I shrugged. "Yeah... not my proudest moment. I just... They taunted me. I was so angry. All I could see was red. They were lucky the windows were the only thing I broke."
"I would have aimed for faces."
"I know you would have. I've never wanted to put my hands on someone so bad, Avyn. I've never been a fighter. You know I don't like confrontation. You know I don't like feeling angry. At that moment, I was so mad. Mad at him, mad at her... mad at myself. I felt him loving me less and less. I should have left long before any of this happened. I kept telling myself that if I got my mind right and lost weight, everything would be okay. I was stupid, na?ve, and delusional."
"No, baby. You were a woman going through two of the worst types of grief, and you needed support from your husband. It doesn't matter what part you tell yourself you played. He failed you as a husband. That's exactly what I told him."
"Please don't tell me you went to the house."
"Yes, I did. I went over there and cursed both of them out. I was about to pick up a brick and finish the job you started on the rest of the windows. He's lucky the police came."
"Please don't go back over there. I don't need you getting arrested on my behalf."

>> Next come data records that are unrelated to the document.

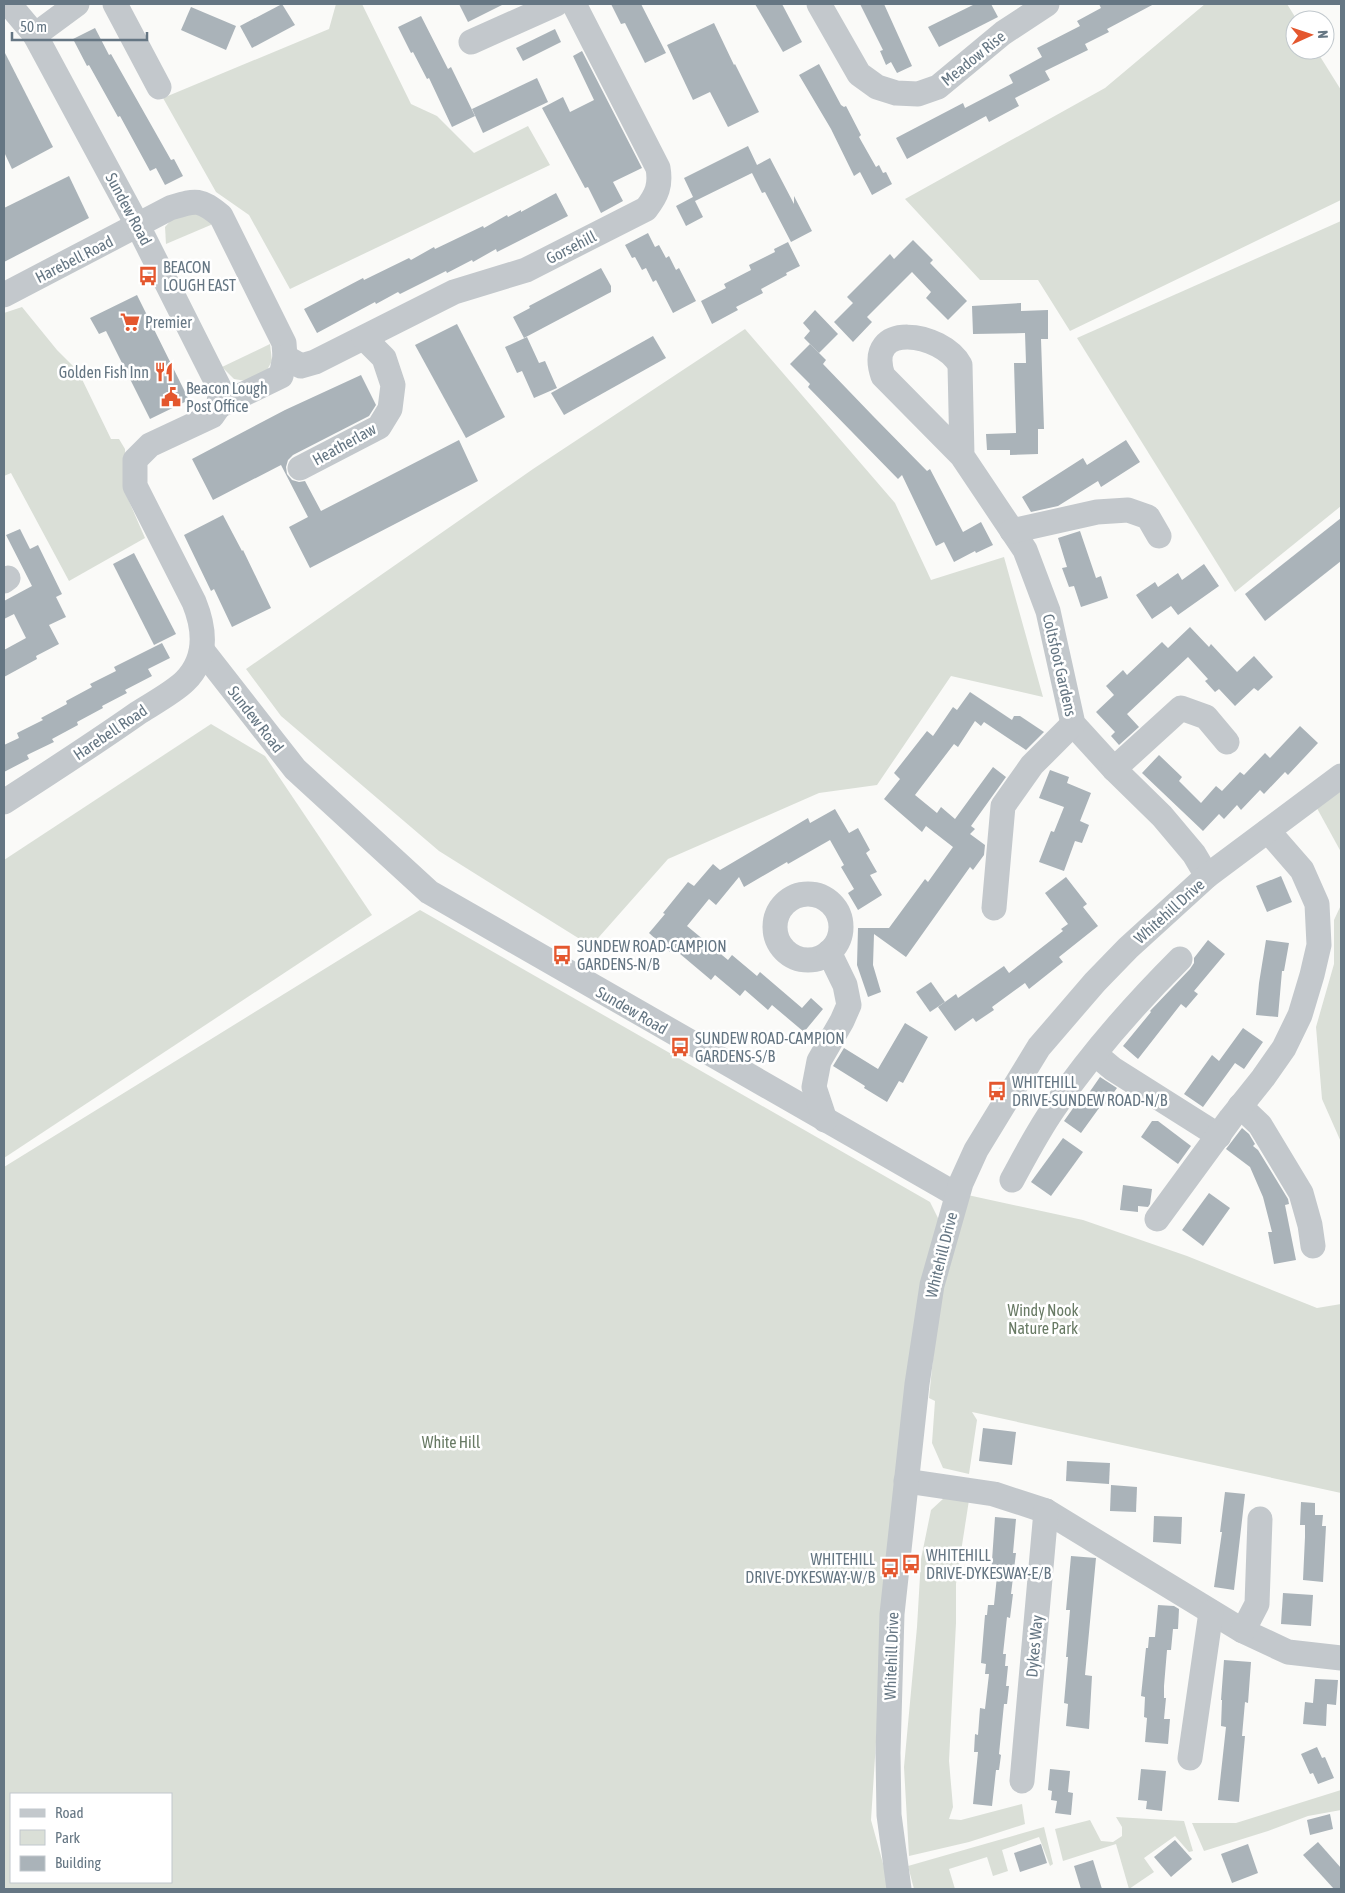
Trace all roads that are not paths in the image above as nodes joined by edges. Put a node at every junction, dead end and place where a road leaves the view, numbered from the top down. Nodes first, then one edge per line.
1 (8, 4) edge
2 (77, 4) edge
3 (115, 4) edge
4 (556, 4) edge
5 (574, 4) edge
6 (819, 4) edge
7 (1047, 4) edge
8 (35, 35) junction
9 (471, 42) dead end
10 (159, 87) dead end
11 (138, 226) junction
12 (4, 295) edge
13 (364, 338) junction
14 (285, 357) junction
15 (219, 406) junction
16 (962, 456) junction
17 (300, 468) dead end
18 (1012, 531) junction
19 (1159, 536) dead end
20 (202, 650) junction
21 (1073, 724) junction
22 (1227, 742) dead end
23 (1114, 769) junction
24 (1341, 776) edge
25 (4, 802) edge
26 (1268, 831) junction
27 (1207, 876) junction
28 (994, 908) dead end
29 (830, 952) dead end
30 (1180, 959) dead end
31 (1095, 1054) junction
32 (1240, 1106) junction
33 (825, 1120) junction
34 (1219, 1136) junction
35 (1012, 1180) dead end
36 (957, 1194) junction
37 (1157, 1219) dead end
38 (1313, 1246) dead end
39 (906, 1482) junction
40 (1046, 1511) junction
41 (1260, 1519) dead end
42 (1211, 1612) junction
43 (1243, 1631) junction
44 (1341, 1658) edge
45 (1190, 1758) dead end
46 (1022, 1782) dead end
47 (899, 1889) edge

1 - 8 street, Sundew Road
2 - 8 street
3 - 10 street
4 - 9 street
5 - 13 street, Gorsehill
6 - 7 street, Meadow Rise
8 - 11 street, Sundew Road
11 - 12 street, Harebell Road
11 - 14 street, Harebell Road
11 - 15 street, Sundew Road
13 - 14 street, Gorsehill
13 - 17 street, Heatherlaw
14 - 15 street
15 - 20 street
16 - 16 street, Coltsfoot Gardens
16 - 18 street, Coltsfoot Gardens
18 - 19 street
18 - 21 street, Coltsfoot Gardens
20 - 25 street, Harebell Road
20 - 33 street, Sundew Road
21 - 23 street, Coltsfoot Gardens
21 - 28 street
22 - 23 street
23 - 27 street, Coltsfoot Gardens
24 - 26 street, Whitehill Drive
26 - 27 street, Whitehill Drive
26 - 32 street
27 - 36 street, Whitehill Drive
29 - 33 street
30 - 31 street
31 - 34 street
31 - 35 street
32 - 34 street
32 - 38 street
33 - 36 street, Sundew Road
34 - 37 street
36 - 39 street, Whitehill Drive
39 - 40 street
39 - 47 street, Whitehill Drive
40 - 42 street
40 - 46 street, Dykes Way
41 - 43 street
42 - 43 street
42 - 45 street
43 - 44 street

She giggled. "Well, the responding officer may or may not have been my little boo, so I was okay this time. But you better believe I want all smoke behind this."

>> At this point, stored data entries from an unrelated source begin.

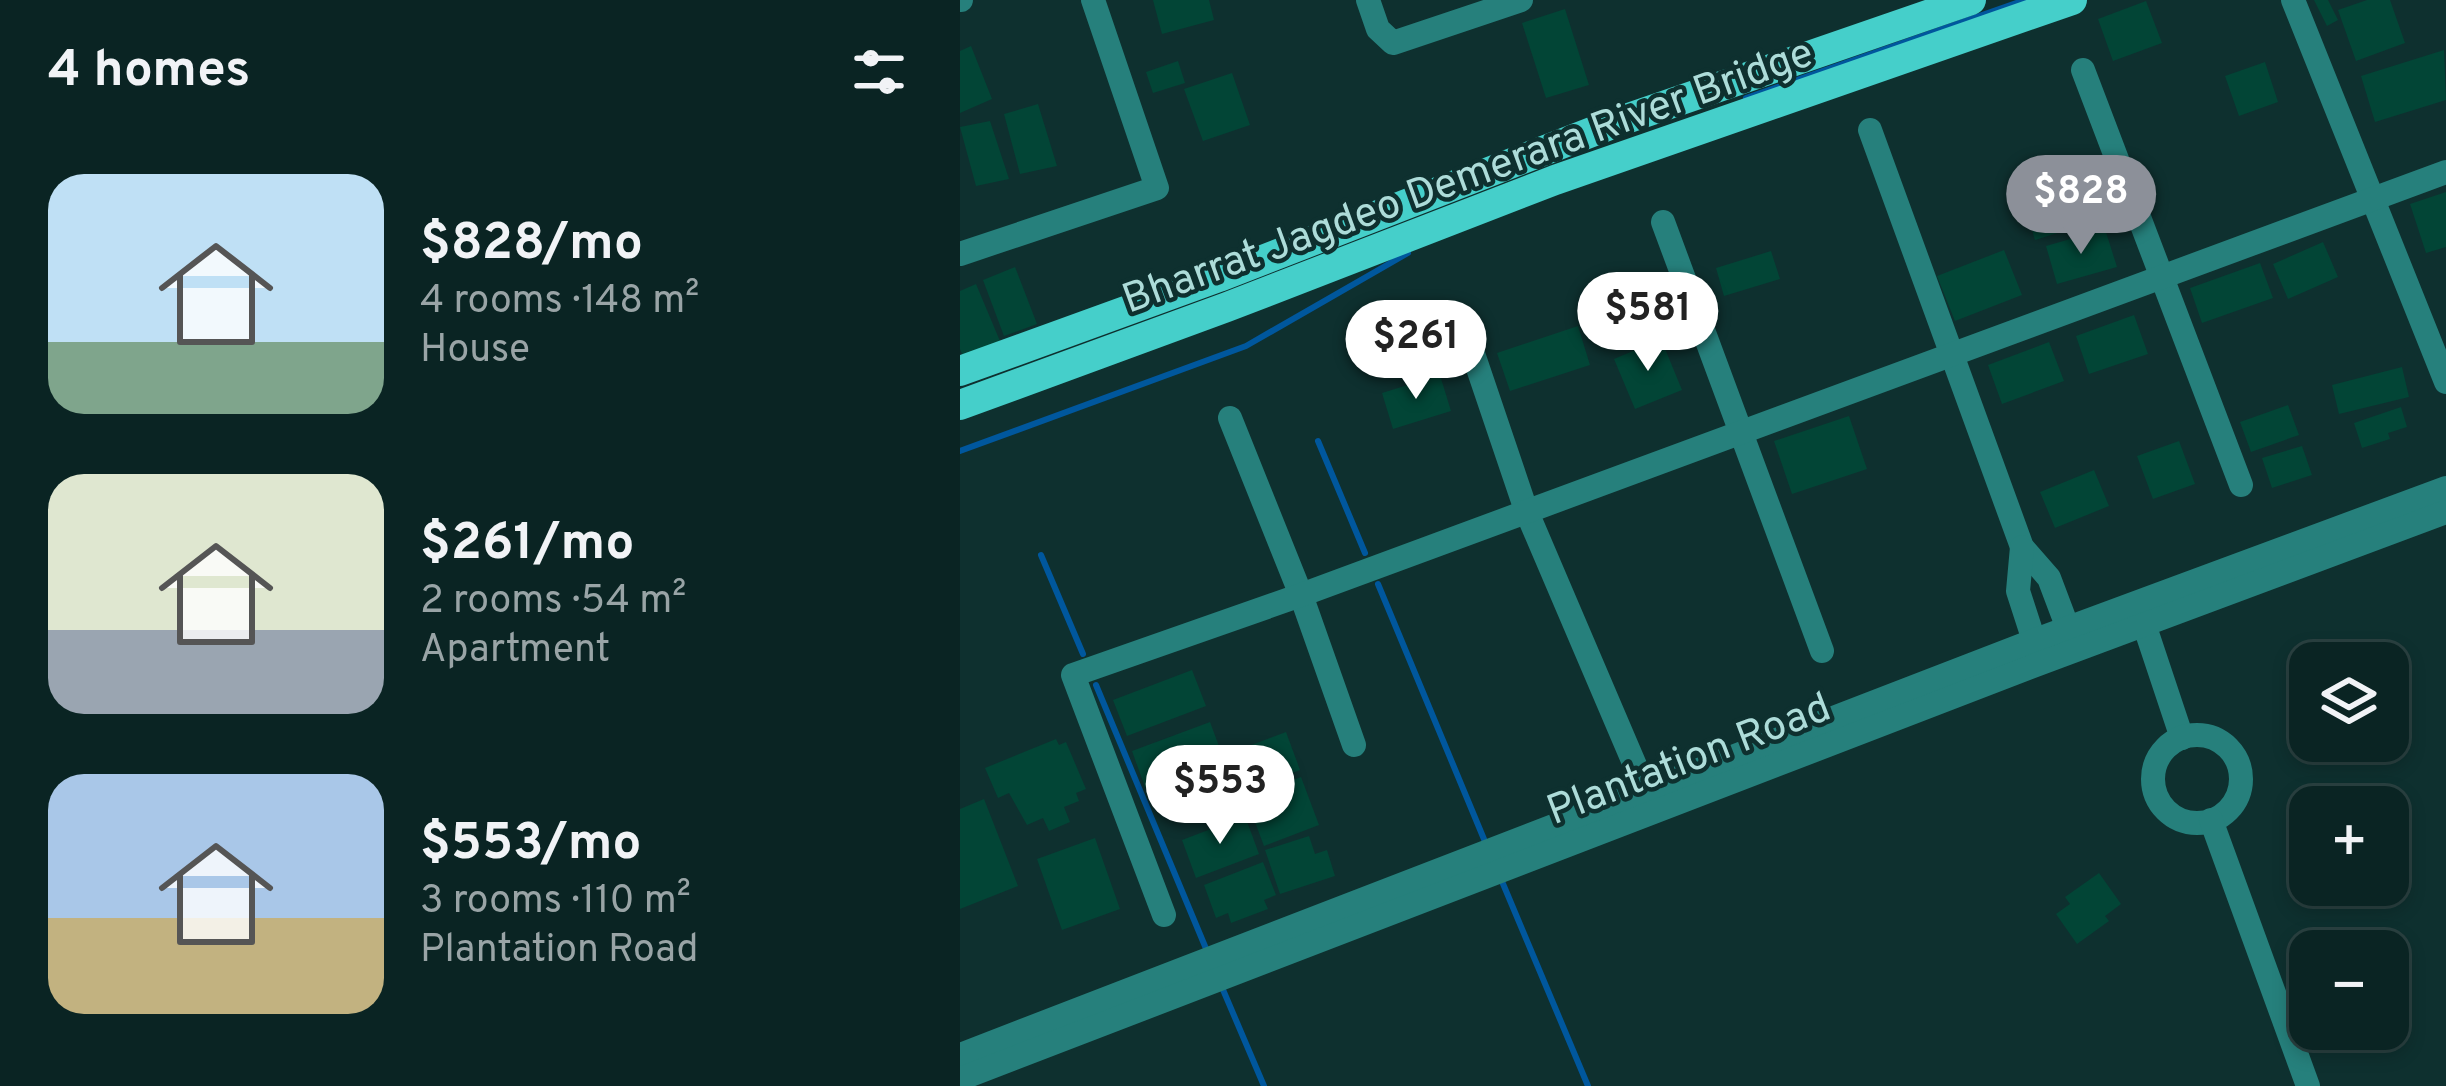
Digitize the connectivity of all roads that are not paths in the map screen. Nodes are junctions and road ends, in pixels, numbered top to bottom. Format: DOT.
graph roads {
  1 [pos="1094,0"];
  2 [pos="1368,0"];
  3 [pos="1521,0"];
  4 [pos="1971,0"];
  5 [pos="2072,0"];
  6 [pos="2293,0"];
  7 [pos="2084,70"];
  8 [pos="1870,130"];
  9 [pos="2446,172"];
  10 [pos="2375,198"];
  11 [pos="1663,222"];
  12 [pos="960,254"];
  13 [pos="2161,276"];
  14 [pos="1463,324"];
  15 [pos="1953,352"];
  16 [pos="960,371"];
  17 [pos="2446,382"];
  18 [pos="960,405"];
  19 [pos="1230,418"];
  20 [pos="1738,431"];
  21 [pos="2241,485"];
  22 [pos="2446,488"];
  23 [pos="1526,510"];
  24 [pos="2446,512"];
  25 [pos="2022,547"];
  26 [pos="1301,595"];
  27 [pos="2141,614"];
  28 [pos="2072,639"];
  29 [pos="1822,651"];
  30 [pos="2037,652"];
  31 [pos="2182,738"];
  32 [pos="1354,745"];
  33 [pos="1646,791"];
  34 [pos="2211,820"];
  35 [pos="1164,915"];
  36 [pos="962,1068"];
  37 [pos="2308,1086"];
  1 -- 12 [label="street"];
  2 -- 3 [label="street"];
  4 -- 16 [label="main road, Bharrat Jagdeo Demerara River Bridge"];
  5 -- 18 [label="main road, Bharrat Jagdeo Demerara River Bridge"];
  6 -- 10 [label="street"];
  7 -- 13 [label="street"];
  8 -- 15 [label="street"];
  9 -- 10 [label="street"];
  10 -- 13 [label="street"];
  10 -- 17 [label="street"];
  11 -- 20 [label="street"];
  13 -- 15 [label="street"];
  13 -- 21 [label="street"];
  14 -- 23 [label="street"];
  15 -- 20 [label="street"];
  15 -- 25 [label="street"];
  19 -- 26 [label="street"];
  20 -- 23 [label="street"];
  20 -- 29 [label="street"];
  22 -- 27 [label="street, Plantation Road"];
  23 -- 26 [label="street"];
  23 -- 33 [label="street"];
  24 -- 27 [label="street, Plantation Road"];
  25 -- 28 [label="street"];
  25 -- 30 [label="street"];
  26 -- 32 [label="street"];
  26 -- 35 [label="street"];
  27 -- 28 [label="street, Plantation Road"];
  27 -- 31 [label="street"];
  28 -- 30 [label="street, Plantation Road"];
  30 -- 33 [label="street, Plantation Road"];
  30 -- 36 [label="street, Plantation Road"];
  31 -- 34 [label="street"];
  31 -- 34 [label="street"];
  33 -- 36 [label="street, Plantation Road"];
  34 -- 37 [label="street"];
}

I shook my head. "I just need to move on. I don't want revenge. I don't want pity. I don't want a thing from him. This ring..." I took off the wedding ring and held it up. "This is bullshit. I don't want anything tying me to him."
"Well, we can sell this and get you a nice chunk of change from it."
I grabbed her hand and placed the ring in it. "Take it. I'll even give you half for letting me stay with you."
"Absolutely not. Whatever comes from that is yours. You know I have a few cousins on my daddy's side who can run in there and grab you a few things. He won't even know they're missing."
"Avyn."
"I'm sorry. I'm just trying to make you smile. You're gonna get through this, Pasha. My granny always said God will make your enemies your footstool... of course, when she said that, she was referring to stomping a mudhole in somebody."
I covered my mouth, attempting to hide my smile.
"You know my granny was a thug, right?"
"I remember. I loved your granny."
"She loved you too. If she were still here, she would have pulled up right along with me, and hands definitely would have been thrown. No ifs, ands, or buts about it."
I knew that to be true. Katherine Timmons, affectionately known as Ms. Kat, was nothing to play with. She was a sweet firecracker who treated me like one of her grandchildren. She had the spirit of discernment. If she'd met Raymond, she probably could have told me what it took so long to see.
"Hey," Avyn said, jarring me out of my thoughts. She playfully nudged me. "You're gonna be okay, boo."
I sighed and nodded. I had to believe that.
I couldn't afford to believe anything else.